---------- INPUT FOR THIS TASK ----------
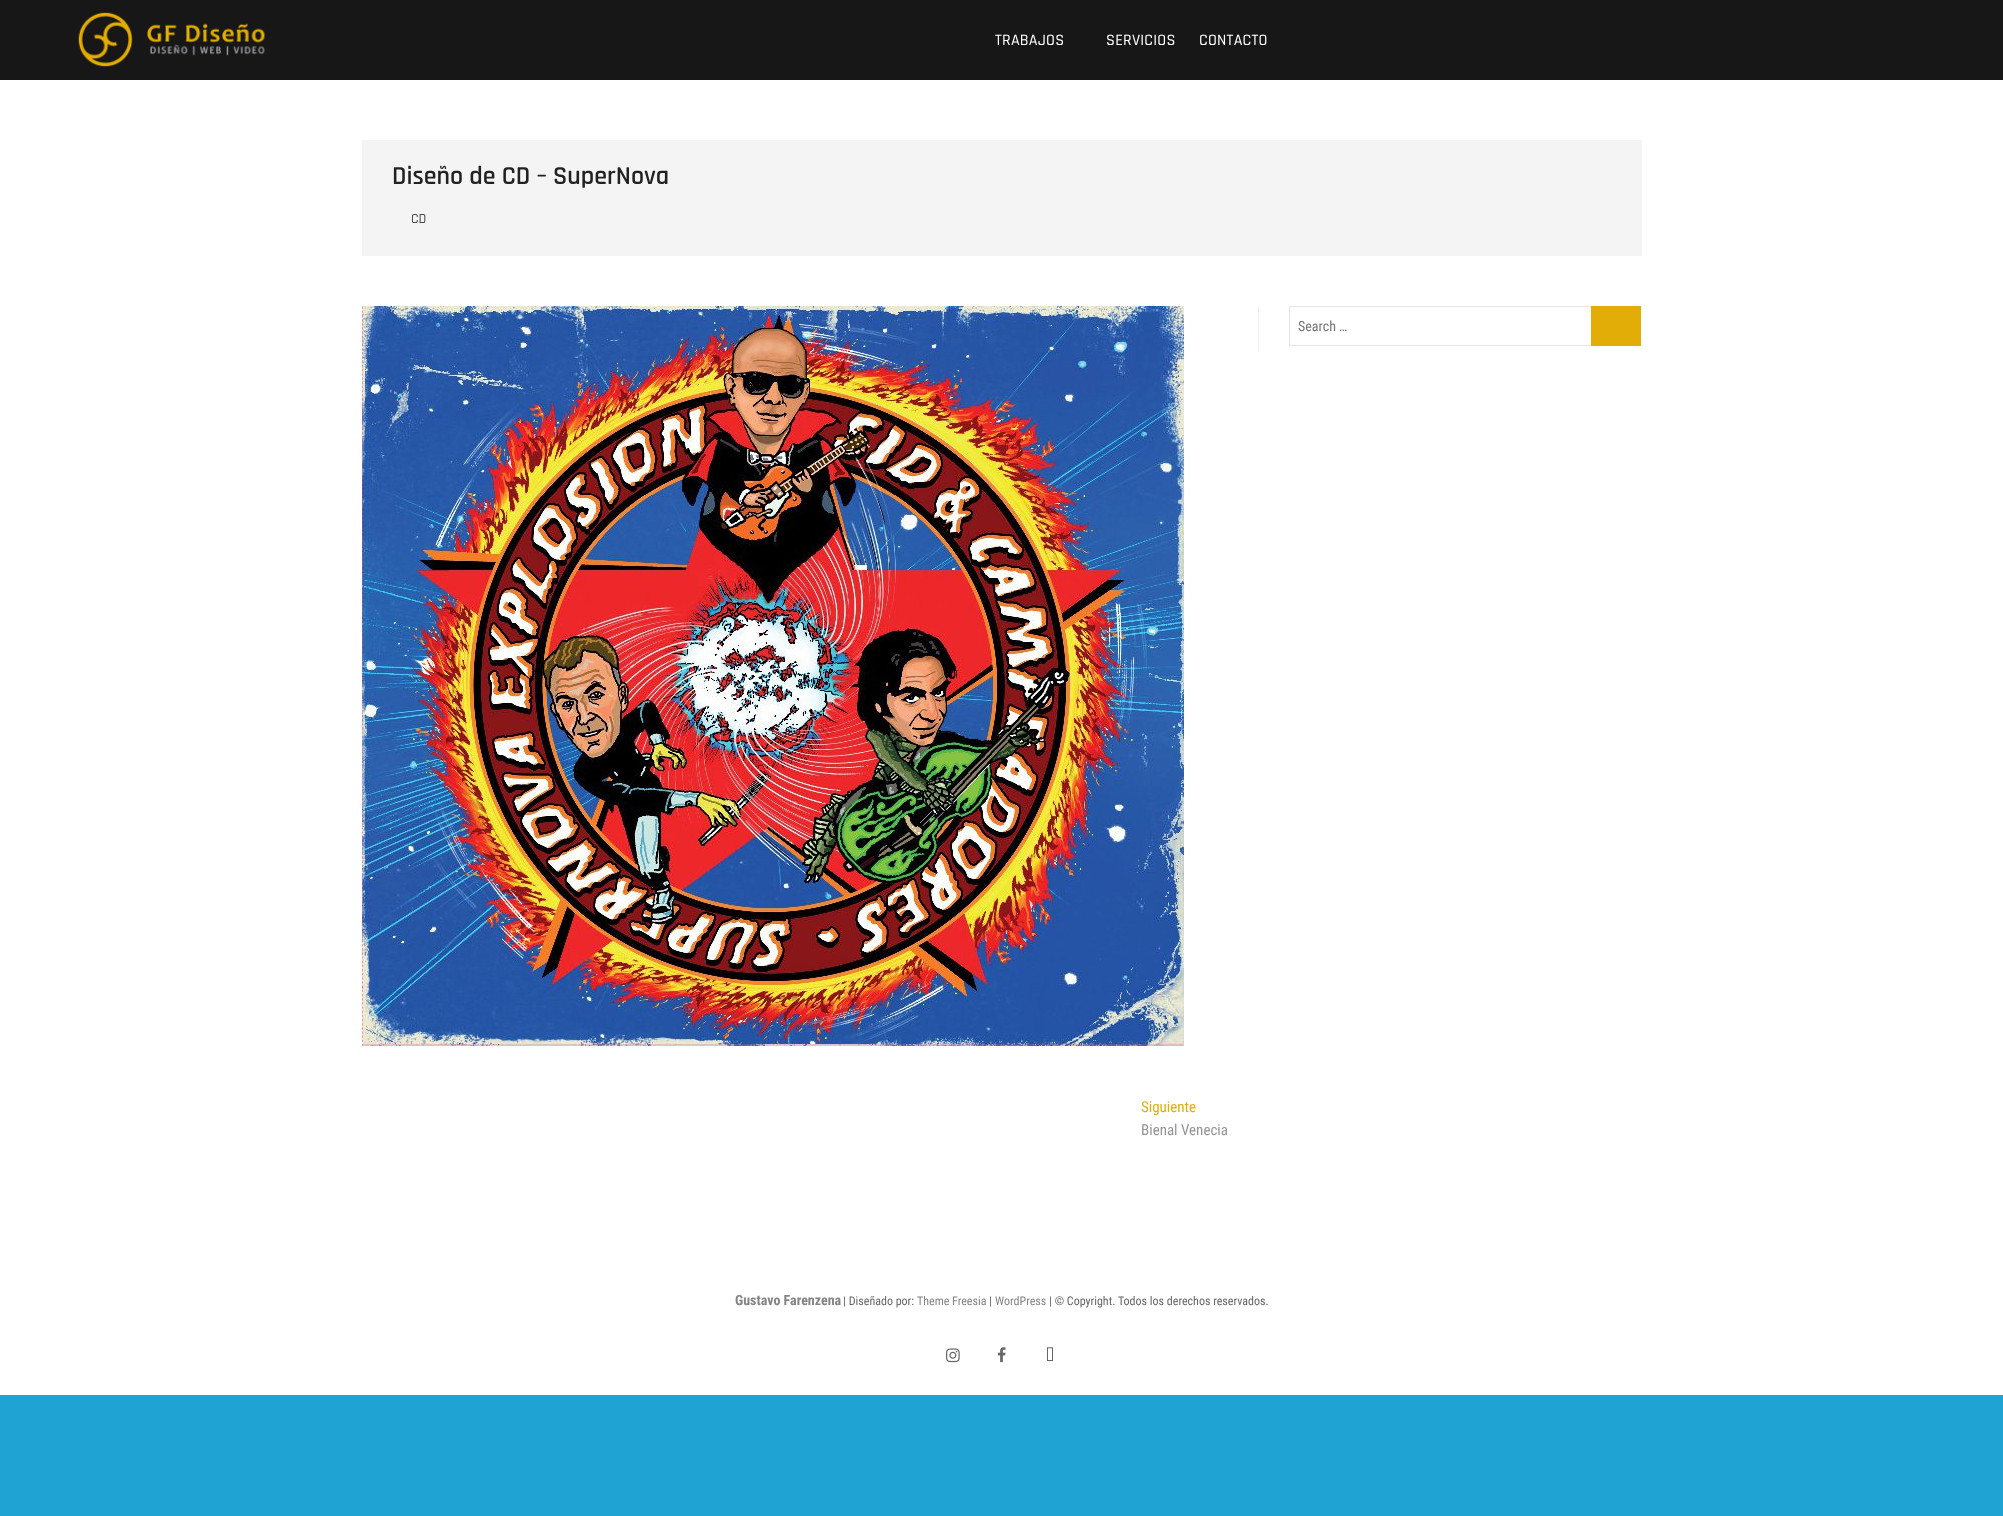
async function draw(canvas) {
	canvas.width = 2003;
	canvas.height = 1516;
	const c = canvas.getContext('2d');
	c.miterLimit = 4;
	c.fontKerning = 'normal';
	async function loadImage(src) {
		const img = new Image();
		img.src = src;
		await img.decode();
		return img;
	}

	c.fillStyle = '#1fa3d3';
	c.fillRect(0, 0, 2003, 1516);
	c.fillStyle = '#fff';
	c.fillRect(0, 80, 2003, 1315);
	c.fillStyle = '#171717';
	c.fillRect(0, 0, 2003, 80);
	c.drawImage(await loadImage('img1.png'), 78, 12, 187, 55);
	c.letterSpacing = '0.25px';
	c.font = '500 16px Rajdhani';
	c.fillStyle = '#fff';
	for (const [text, x, y] of [
		['TRABAJOS', 995, 45],
		['SERVICIOS', 1106, 45],
		['CONTACTO', 1199, 45],
	]) {
		c.fillText(text, x, y);
	}
	c.fillStyle = '#f4f4f4';
	c.fillRect(362, 140, 1280, 116);
	c.letterSpacing = '0px';
	c.font = '600 26px Rajdhani';
	c.fillStyle = '#222';
	c.fillText('Diseño de CD – SuperNova', 392, 184);
	c.font = '500 14px Rajdhani';
	c.fillStyle = '#484848';
	c.fillText('CD', 411, 223);
	c.fillStyle = '#eee';
	c.fillRect(1258, 306, 1, 46);
	c.strokeStyle = '#e6e6e6';
	c.strokeRect(1289.5, 306.5, 302, 39);
	c.font = '14px Roboto Condensed';
	c.fillStyle = '#757575';
	c.fillText('Search …', 1298, 331);
	c.fillStyle = '#e2ad07';
	c.fillRect(1591, 306, 50, 40);
	c.drawImage(await loadImage('img2.png'), 362, 306, 822, 740);
	c.font = '15px Roboto Condensed';
	c.fillText('Siguiente', 1141, 1112);
	c.fillStyle = '#949494';
	c.fillText('Bienal Venecia', 1141, 1135);
	c.font = 'bold 14px Roboto Condensed';
	c.fillStyle = '#848484';
	c.fillText('Gustavo Farenzena', 735, 1305);
	c.font = '12px Roboto Condensed';
	c.fillStyle = '#666';
	c.fillText('| Diseñado por:', 843, 1305);
	c.fillStyle = '#848484';
	c.fillText('Theme Freesia', 917, 1305);
	c.fillStyle = '#666';
	c.fillText('|', 989, 1305);
	c.fillStyle = '#848484';
	c.fillText('WordPress', 995, 1305);
	c.fillStyle = '#666';
	c.fillText('| © Copyright. Todos los derechos reservados.', 1049, 1305);
	c.drawImage(await loadImage('img3.png'), 946, 1348, 14, 15);
	c.drawImage(await loadImage('img4.png'), 997, 1347, 9, 16);
	c.drawImage(await loadImage('img5.png'), 1047, 1347, 6, 14);
}

draw(document.querySelector('canvas'));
----------
BRIEF:
Report all lines in the records that include the string "async".

ANSWER BOX:
async function draw(canvas) {
	async function loadImage(src) {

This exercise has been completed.